Hi! Welcome to our first proper Girls To The Front newsletter - thanks so much for subscribing. Today we’re diving into inclusion in music and how we can go about getting it right.
“Rock ‘n’ roll is sexual and that’s why people have a problem with girls playing rock ‘n’ roll, because basically you’re saying, ‘okay, girls have to talk about sex’ and people are uncomfortable with that.”
I stumbled upon this quote on TikTok. An interview with Joan Jett for a documentary called Punk appeared on my feed, where she spoke about the relationship between sex and rock music. “Once you put on that guitar… Yeah, I really feel it. My crotch is up against the wood,” she continued. “Pussy to the wood!”
What she said here really stuck with me, because she’s so right. Think back to some of the first rock songs you heard growing up; I recall one’s such as Pour Some Sugar On Me and Whole Lotta Love. Even when songs don’t have obvious sexual lyrics, there’s often a sexual energy carried throughout rock music, and it makes people act bizarre.
With it originating as a male dominated genre, it became a place for men to be outrageous, unhinged, domineering and rebellious. Everyone and their nan has probably heard of the phrase ‘sex, drugs and rock ‘n’ roll’, and when women started picking up guitars and playing rock, people were perplexed.
And still to this day, people don’t seem to know how to respond to women expressing themselves in rock, particularly when the music they create is empowering and strong. It tends to go one of two ways: People think rock isn’t for women, or that they shouldn't belong there. They’re seen as ‘posers’ and people believe that their passion is merely something done for ‘male attention’. Or, they may be happy for women to be there, but they don’t know how to respond to it so they just end up saying and doing creepy sh*t.
And where there aren’t outright perverted comments, rape threats or people shouting “Great tits!” whilst a woman is performing (which happened to the lovely Debbie of Heriot just a couple of weeks ago), there’s still a weird culture of pigeonholing and pedestals. As more and more women became prominent in our scene, the term “female-fronted” appeared, and essentially became its own genre. This allowed people to group women together, when their music sounded nothing alike. If everyone reading this newsletter had to have one shot for every time a band with a female member had ever got compared to Paramore, we’d all be very drunk right now. Even Hayley Williams herself spoke of playing Warped Tour and being placed one a “women only” stage.
It’s a tricky, fine line between celebrating inclusion and making it weird. The people behind that idea might have thought they were doing something good (and we shouldn’t shame people for trying) but it continues to separate us as “other”, perpetuating the idea that we don’t really belong here, or we’re something to marvel at like circus freaks because there’s boobs involved. And the same happens with queer people and people of colour too.

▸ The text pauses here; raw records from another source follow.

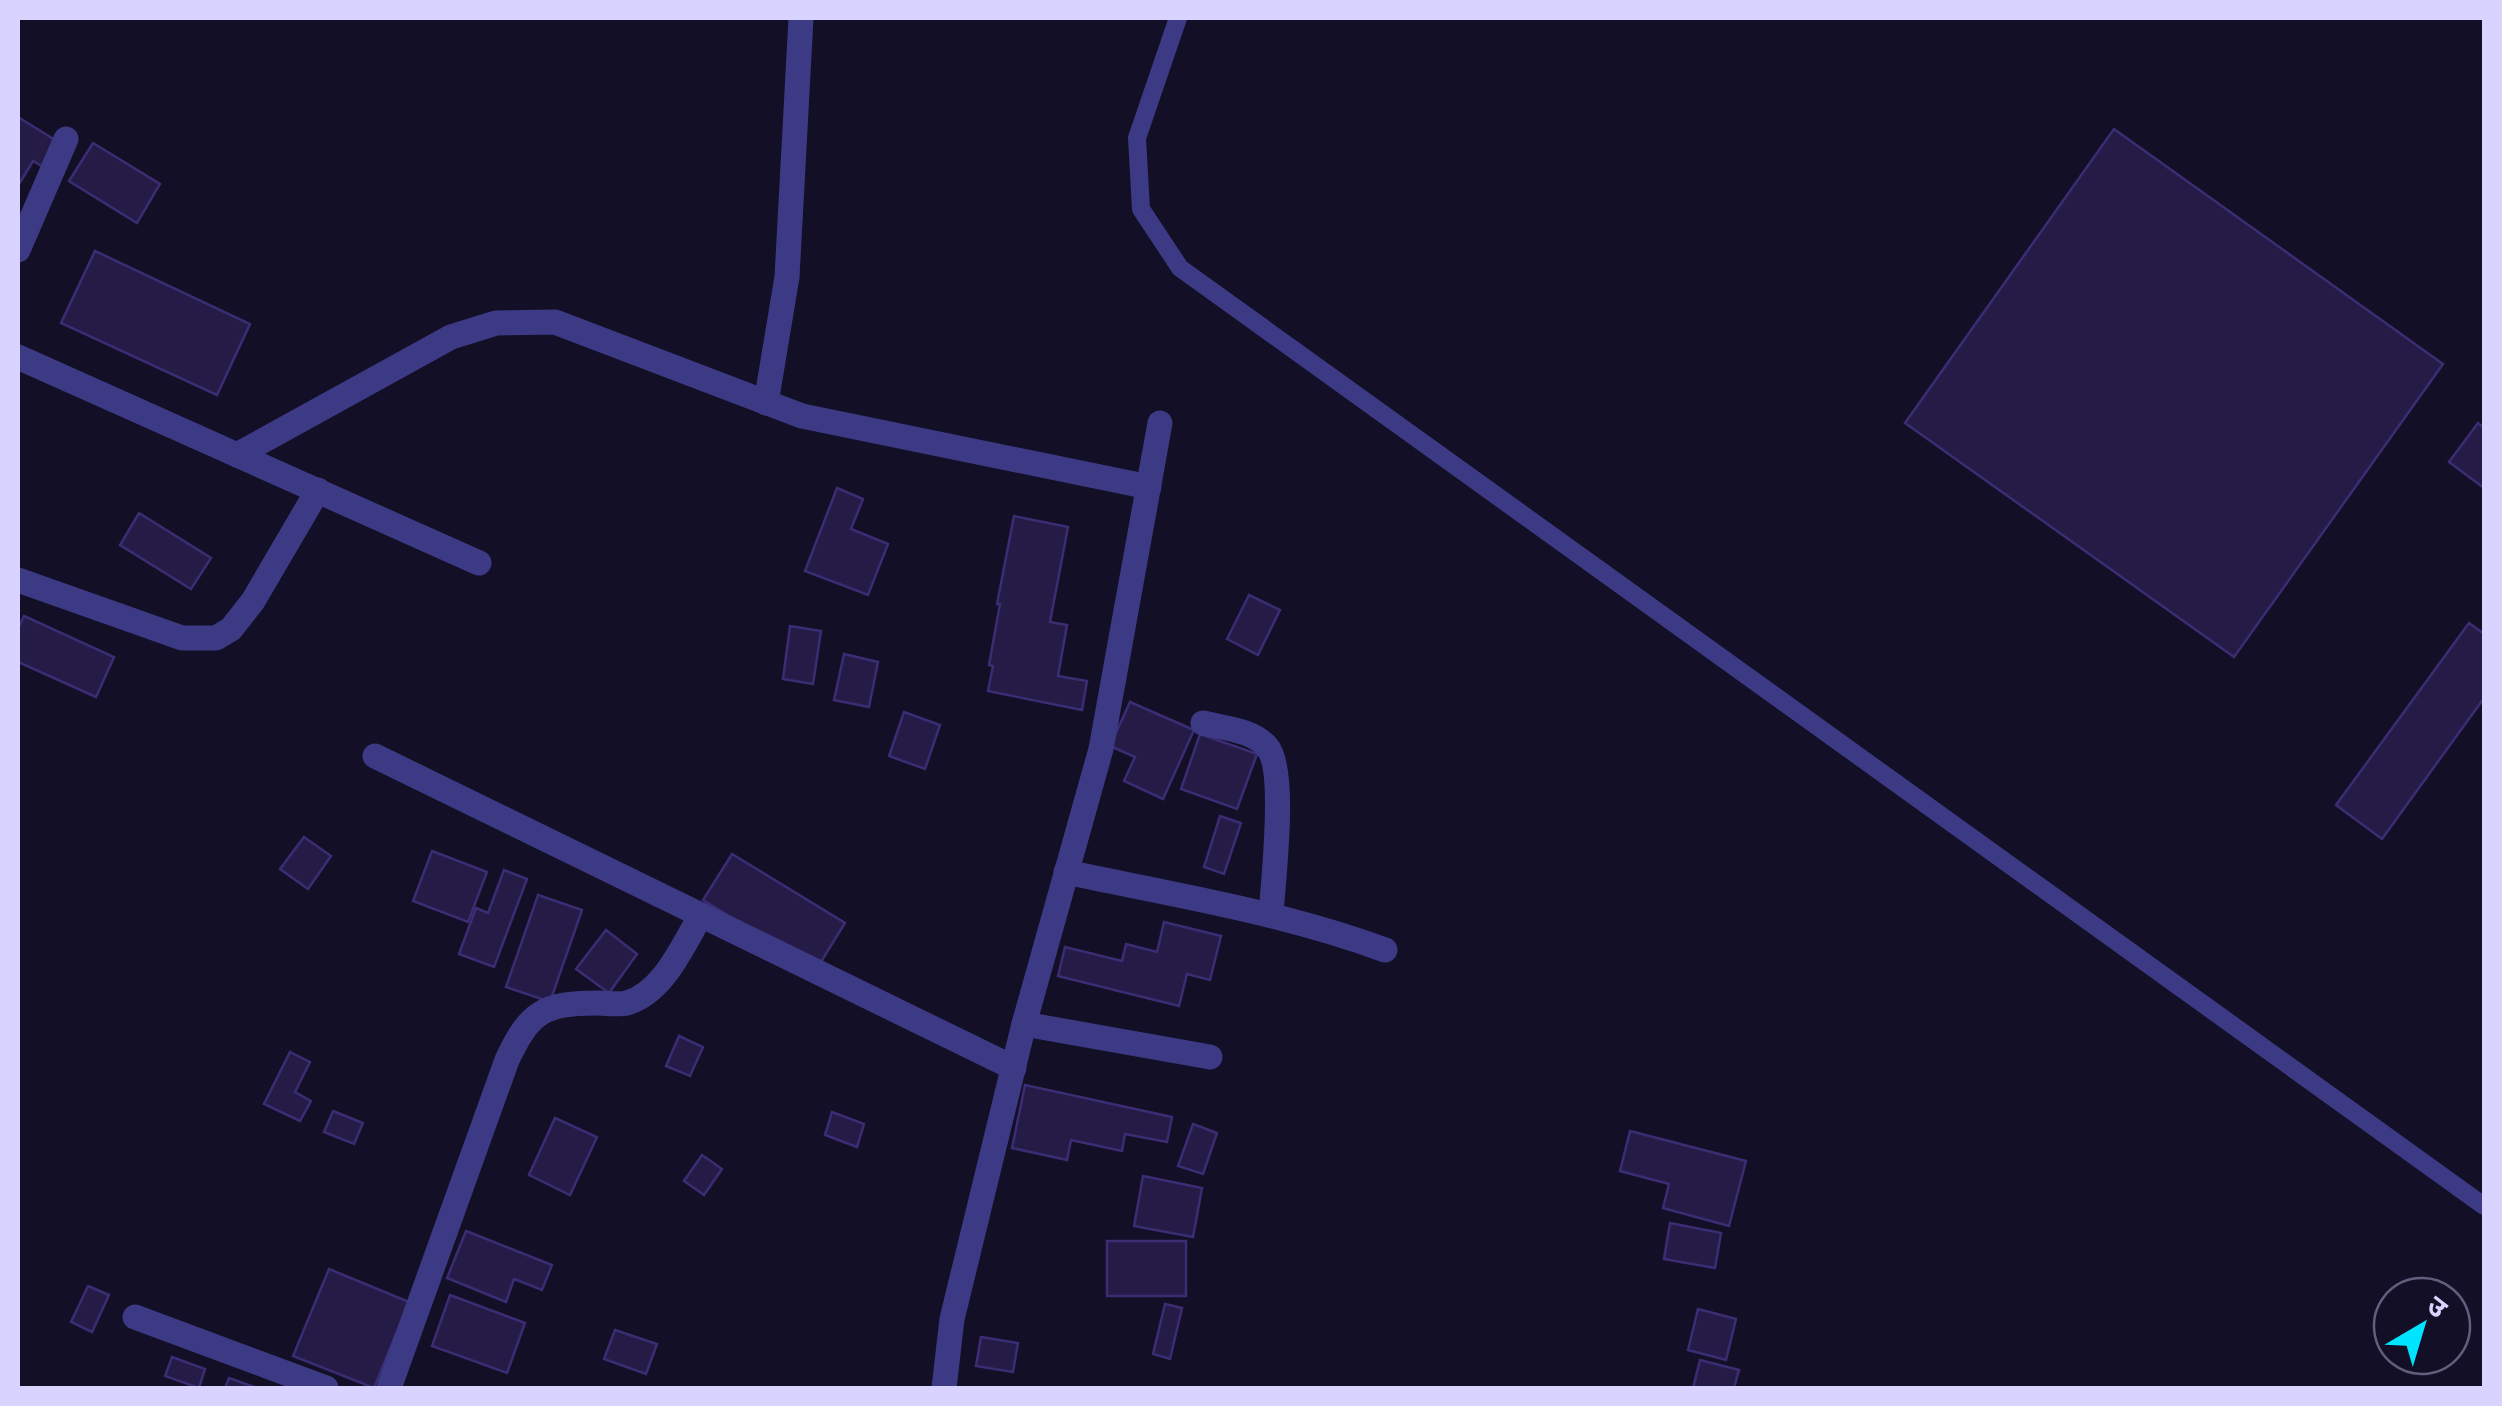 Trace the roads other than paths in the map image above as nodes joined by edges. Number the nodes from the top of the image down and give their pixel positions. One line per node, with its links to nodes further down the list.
1 (801, 18): 6 (street)
2 (1178, 18): 22 (lane)
3 (66, 139): 4 (street)
4 (18, 250)
5 (18, 356): 8 (street)
6 (766, 402): 8 (street); 9 (street)
7 (1160, 423): 9 (street)
8 (238, 454): 10 (street)
9 (1148, 487): 15 (street)
10 (318, 490): 11 (street); 12 (street)
11 (480, 562)
12 (18, 580)
13 (1203, 723): 16 (street)
14 (375, 756): 17 (street)
15 (1066, 872): 16 (street); 19 (street)
16 (1271, 914): 18 (street)
17 (701, 915): 21 (street); 25 (street)
18 (1385, 950)
19 (1024, 1024): 20 (street); 21 (street)
20 (1210, 1057)
21 (1014, 1068): 26 (street)
22 (2484, 1206)
23 (135, 1318): 24 (street)
24 (326, 1388)
25 (389, 1388)
26 (944, 1388)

It seems with cancel culture rising alongside inclusion, people are afraid of getting it right. But the key is in listening to those people themselves. As a woman, I know I wouldn’t like being placed on a women’s only stage at a festival where men are performing too. But I would like the organisers of that festival to make sure their line up is diverse.
“Is that not just box-ticking, Rachel?” – Nope! Because the reality is marginalised and oppressed people aren’t going to get the same support and representation as they grow as artists, but that doesn’t mean they’re not as good as some of the biggest bands out there. If you want to showcase great artists and be inclusive, you do have to do some digging.

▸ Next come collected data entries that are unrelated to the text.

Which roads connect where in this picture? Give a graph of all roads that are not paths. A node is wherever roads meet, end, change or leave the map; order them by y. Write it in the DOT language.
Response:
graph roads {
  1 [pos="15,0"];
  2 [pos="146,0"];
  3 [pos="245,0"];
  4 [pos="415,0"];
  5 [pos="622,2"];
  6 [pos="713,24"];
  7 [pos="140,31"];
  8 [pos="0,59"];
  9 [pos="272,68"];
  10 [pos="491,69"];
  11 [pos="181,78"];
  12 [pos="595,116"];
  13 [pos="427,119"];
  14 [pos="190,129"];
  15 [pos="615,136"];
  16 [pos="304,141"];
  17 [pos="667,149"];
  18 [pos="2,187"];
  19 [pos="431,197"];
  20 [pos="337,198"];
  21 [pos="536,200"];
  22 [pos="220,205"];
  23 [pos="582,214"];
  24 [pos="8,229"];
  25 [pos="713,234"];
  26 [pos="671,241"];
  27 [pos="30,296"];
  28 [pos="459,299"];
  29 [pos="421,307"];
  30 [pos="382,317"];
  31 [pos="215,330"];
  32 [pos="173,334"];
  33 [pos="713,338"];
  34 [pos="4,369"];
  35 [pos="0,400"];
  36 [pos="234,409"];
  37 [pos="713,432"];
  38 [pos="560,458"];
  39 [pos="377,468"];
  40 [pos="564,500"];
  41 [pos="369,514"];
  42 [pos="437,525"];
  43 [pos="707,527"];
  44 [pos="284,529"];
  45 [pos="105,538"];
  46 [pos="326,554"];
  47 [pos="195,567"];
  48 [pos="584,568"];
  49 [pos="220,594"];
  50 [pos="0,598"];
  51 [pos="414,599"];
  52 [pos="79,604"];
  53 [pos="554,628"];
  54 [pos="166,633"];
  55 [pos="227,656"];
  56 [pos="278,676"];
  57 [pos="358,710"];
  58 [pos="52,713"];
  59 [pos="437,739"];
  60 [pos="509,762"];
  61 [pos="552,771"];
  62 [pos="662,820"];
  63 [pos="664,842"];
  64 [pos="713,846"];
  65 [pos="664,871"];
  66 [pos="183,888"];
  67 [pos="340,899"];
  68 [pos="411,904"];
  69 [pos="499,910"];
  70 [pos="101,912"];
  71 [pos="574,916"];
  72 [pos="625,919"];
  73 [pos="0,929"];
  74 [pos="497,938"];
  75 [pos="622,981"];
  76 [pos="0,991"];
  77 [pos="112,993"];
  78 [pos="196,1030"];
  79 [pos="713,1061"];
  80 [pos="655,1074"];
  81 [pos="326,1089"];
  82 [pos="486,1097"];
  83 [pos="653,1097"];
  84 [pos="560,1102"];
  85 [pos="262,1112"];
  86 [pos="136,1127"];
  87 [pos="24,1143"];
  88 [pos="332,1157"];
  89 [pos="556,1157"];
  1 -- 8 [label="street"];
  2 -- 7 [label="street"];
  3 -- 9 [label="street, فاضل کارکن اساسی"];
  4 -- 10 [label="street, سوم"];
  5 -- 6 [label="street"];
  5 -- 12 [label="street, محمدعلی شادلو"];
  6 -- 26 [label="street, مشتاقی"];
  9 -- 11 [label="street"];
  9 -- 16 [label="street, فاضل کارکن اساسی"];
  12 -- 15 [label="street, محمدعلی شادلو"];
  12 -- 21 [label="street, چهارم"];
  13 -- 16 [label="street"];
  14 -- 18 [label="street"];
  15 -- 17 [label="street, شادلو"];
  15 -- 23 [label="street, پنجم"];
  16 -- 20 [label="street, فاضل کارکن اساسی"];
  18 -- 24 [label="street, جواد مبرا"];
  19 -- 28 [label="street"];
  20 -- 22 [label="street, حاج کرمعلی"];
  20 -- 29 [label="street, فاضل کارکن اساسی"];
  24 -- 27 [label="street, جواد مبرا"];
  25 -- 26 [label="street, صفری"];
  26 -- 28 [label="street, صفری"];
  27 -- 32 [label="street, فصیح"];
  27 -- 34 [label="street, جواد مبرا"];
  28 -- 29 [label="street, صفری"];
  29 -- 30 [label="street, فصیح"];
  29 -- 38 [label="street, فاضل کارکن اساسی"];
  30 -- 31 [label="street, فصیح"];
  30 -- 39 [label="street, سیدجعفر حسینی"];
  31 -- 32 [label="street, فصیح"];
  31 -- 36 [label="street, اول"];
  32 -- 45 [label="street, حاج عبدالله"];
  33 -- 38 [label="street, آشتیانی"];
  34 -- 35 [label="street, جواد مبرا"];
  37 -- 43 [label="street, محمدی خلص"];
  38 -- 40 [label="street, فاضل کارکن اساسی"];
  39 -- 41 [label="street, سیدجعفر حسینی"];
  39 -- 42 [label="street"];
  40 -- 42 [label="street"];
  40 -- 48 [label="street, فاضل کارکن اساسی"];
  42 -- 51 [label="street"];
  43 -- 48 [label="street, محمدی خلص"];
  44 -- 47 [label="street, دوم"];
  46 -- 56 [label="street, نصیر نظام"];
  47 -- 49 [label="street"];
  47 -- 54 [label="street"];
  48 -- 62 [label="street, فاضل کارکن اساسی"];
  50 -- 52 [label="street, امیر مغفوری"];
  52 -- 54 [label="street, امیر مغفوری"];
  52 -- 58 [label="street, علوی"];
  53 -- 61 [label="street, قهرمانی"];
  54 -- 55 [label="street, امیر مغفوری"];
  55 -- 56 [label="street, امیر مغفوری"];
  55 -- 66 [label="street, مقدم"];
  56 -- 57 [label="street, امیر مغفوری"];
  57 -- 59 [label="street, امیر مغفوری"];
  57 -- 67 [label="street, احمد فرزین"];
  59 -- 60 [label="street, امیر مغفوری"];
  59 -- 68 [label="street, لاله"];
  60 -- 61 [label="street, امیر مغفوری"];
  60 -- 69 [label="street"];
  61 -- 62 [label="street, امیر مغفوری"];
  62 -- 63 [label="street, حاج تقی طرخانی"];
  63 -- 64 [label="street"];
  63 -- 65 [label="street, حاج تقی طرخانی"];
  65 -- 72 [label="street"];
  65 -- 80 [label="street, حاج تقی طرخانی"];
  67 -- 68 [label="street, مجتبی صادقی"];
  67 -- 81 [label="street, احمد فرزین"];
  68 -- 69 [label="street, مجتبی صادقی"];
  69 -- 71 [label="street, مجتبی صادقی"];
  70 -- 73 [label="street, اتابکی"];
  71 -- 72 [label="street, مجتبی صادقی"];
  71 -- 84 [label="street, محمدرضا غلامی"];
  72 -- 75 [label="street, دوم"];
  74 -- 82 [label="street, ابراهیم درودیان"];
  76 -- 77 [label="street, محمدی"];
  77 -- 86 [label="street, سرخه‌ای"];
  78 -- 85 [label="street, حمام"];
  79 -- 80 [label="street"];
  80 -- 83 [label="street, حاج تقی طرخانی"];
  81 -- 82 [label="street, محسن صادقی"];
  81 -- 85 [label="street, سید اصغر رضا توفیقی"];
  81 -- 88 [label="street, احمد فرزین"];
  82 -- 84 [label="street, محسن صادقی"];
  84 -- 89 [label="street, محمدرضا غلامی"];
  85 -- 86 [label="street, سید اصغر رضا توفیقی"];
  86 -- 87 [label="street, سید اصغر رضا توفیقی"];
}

A lot of young girls are put off from taking up an instrument such as guitar because of the weirdness that follows. Girls are scrutinised and critiqued from the get-go when they get into alternative music, and the internet seems to have made it worse. It’s almost as if people cannot wait to give their opinions and critiques, the same as it is for women interested in video games or sport. All of this oddness means women may not get into learning an instrument until later in their lives or be less likely to share it online or before an audience, giving them a much smaller platform to get noticed.
A lot of what’s been spoken about here may ring true for you or you may be an ally who wants things to change. The way we go about fixing this weirdness is to let women play the same stages and be covered in the same magazines. Let us feel empowered and celebrate our sexuality the same way men do by allowing us to do it on our terms. Bring attention to the issues we face, the activism we’d like to speak on – but know that’s not all we’re here for.

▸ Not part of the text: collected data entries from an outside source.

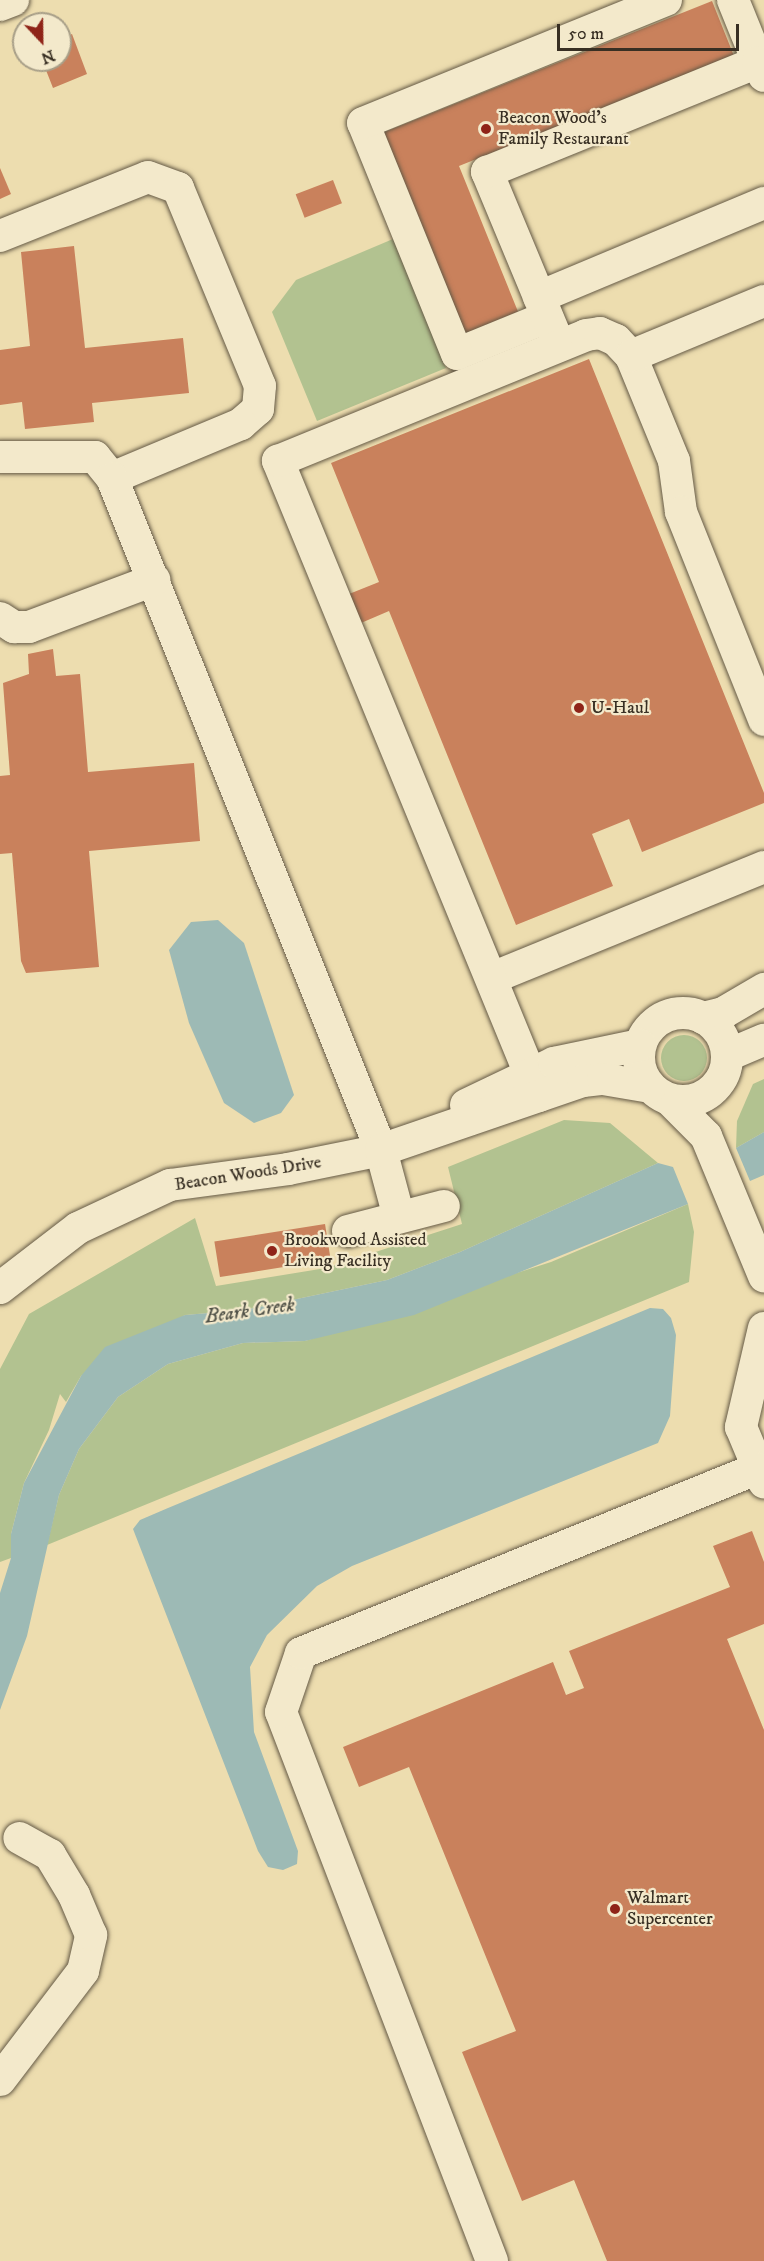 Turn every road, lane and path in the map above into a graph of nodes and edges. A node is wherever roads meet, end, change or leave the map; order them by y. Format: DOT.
graph roads {
  1 [pos="13,0"];
  2 [pos="666,0"];
  3 [pos="736,1"];
  4 [pos="0,5"];
  5 [pos="761,69"];
  6 [pos="764,203"];
  7 [pos="0,236"];
  8 [pos="764,301"];
  9 [pos="543,307"];
  10 [pos="560,345"];
  11 [pos="631,356"];
  12 [pos="0,457"];
  13 [pos="112,478"];
  14 [pos="154,580"];
  15 [pos="0,618"];
  16 [pos="764,720"];
  17 [pos="764,867"];
  18 [pos="492,978"];
  19 [pos="764,989"];
  20 [pos="703,1018"];
  21 [pos="764,1040"];
  22 [pos="640,1045"];
  23 [pos="728,1055"];
  24 [pos="535,1085"];
  25 [pos="711,1092"];
  26 [pos="660,1094"];
  27 [pos="705,1136"];
  28 [pos="381,1150"];
  29 [pos="444,1206"];
  30 [pos="399,1217"];
  31 [pos="348,1231"];
  32 [pos="764,1276"];
  33 [pos="0,1288"];
  34 [pos="764,1328"];
  35 [pos="761,1475"];
  36 [pos="19,1838"];
  37 [pos="0,2079"];
  38 [pos="492,2261"];
  1 -- 4 [label="street"];
  2 -- 9 [label="street"];
  3 -- 5 [label="street"];
  5 -- 9 [label="street"];
  6 -- 9 [label="street"];
  7 -- 13 [label="street"];
  8 -- 11 [label="street"];
  9 -- 10 [label="street"];
  10 -- 11 [label="street"];
  10 -- 18 [label="street"];
  11 -- 16 [label="street"];
  12 -- 13 [label="street"];
  13 -- 14 [label="street"];
  14 -- 15 [label="street"];
  14 -- 28 [label="street"];
  17 -- 18 [label="street"];
  18 -- 24 [label="street"];
  19 -- 20 [label="street"];
  20 -- 22 [label="street"];
  20 -- 23 [label="street"];
  21 -- 23 [label="street"];
  22 -- 24 [label="street, Beacon Woods Drive"];
  22 -- 26 [label="street"];
  23 -- 25 [label="street"];
  24 -- 26 [label="street, Beacon Woods Drive"];
  24 -- 28 [label="street, Beacon Woods Drive"];
  25 -- 26 [label="street, Beacon Woods Drive"];
  25 -- 27 [label="street"];
  26 -- 27 [label="street"];
  27 -- 32 [label="street"];
  28 -- 30 [label="street"];
  28 -- 33 [label="street, Beacon Woods Drive"];
  29 -- 30 [label="street"];
  30 -- 31 [label="street"];
  34 -- 35 [label="street"];
  35 -- 38 [label="street"];
  36 -- 37 [label="street"];
}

At the end of the day, it all boils down to the music and that should be the main focus.
Would you like to have your say on inclusion and empowerment? Do you have a story you’d like me to share here? Is there an interesting topic you’d like me to write about? Get in touch!
Thanks as always for reading, I’ll be back again next week. For now I’ll leave you with my song of the week and for this one we’re going with some Spiritbox – if you haven’t seen 9-year-old Harper perform this track on America’s Got Talent, you're missing out.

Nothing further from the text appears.